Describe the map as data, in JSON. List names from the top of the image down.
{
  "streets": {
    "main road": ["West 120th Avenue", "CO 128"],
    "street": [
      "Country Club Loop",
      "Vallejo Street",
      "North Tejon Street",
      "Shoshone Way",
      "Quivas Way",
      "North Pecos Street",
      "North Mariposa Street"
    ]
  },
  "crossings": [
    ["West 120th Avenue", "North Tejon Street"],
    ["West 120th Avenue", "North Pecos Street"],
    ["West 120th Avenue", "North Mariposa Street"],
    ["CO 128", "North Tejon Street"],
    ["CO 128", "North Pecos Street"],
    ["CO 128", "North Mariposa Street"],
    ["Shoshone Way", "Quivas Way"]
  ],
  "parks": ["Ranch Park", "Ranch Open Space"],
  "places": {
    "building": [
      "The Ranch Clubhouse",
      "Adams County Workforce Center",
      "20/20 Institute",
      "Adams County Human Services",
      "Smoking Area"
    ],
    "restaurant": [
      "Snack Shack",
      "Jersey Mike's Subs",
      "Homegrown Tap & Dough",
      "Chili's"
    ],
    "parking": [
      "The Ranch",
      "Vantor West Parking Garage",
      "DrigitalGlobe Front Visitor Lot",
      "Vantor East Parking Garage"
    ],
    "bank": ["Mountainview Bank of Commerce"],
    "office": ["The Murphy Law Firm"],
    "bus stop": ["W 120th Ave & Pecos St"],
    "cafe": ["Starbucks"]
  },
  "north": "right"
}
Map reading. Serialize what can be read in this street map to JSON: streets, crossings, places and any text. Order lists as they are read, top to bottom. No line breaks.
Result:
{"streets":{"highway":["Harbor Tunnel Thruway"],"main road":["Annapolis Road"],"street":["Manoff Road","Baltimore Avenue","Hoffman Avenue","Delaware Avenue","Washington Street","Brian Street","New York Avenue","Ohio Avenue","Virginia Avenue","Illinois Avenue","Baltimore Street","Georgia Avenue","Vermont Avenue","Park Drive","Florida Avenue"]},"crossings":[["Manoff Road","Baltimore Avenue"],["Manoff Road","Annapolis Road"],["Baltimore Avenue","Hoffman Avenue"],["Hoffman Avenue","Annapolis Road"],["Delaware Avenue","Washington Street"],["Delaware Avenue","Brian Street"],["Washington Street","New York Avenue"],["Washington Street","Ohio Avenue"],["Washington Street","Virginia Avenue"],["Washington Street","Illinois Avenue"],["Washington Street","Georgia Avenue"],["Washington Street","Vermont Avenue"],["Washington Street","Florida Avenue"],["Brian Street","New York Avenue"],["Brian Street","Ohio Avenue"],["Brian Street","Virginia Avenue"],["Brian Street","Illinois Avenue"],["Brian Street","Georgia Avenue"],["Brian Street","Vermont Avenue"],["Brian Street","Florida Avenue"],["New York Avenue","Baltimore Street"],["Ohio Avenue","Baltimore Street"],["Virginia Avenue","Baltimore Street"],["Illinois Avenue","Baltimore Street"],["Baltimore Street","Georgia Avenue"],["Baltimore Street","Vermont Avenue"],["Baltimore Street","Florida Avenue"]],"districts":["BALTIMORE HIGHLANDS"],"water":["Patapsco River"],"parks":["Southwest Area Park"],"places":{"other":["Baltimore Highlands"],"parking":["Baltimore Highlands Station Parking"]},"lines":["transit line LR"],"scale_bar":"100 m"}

**THE TASK**
The lines to return are those with the string "Ranch" in them; copy each from the entries above.

**EXERCISE RESPONSE**
  "parks": ["Ranch Park", "Ranch Open Space"],
      "The Ranch Clubhouse",
      "The Ranch",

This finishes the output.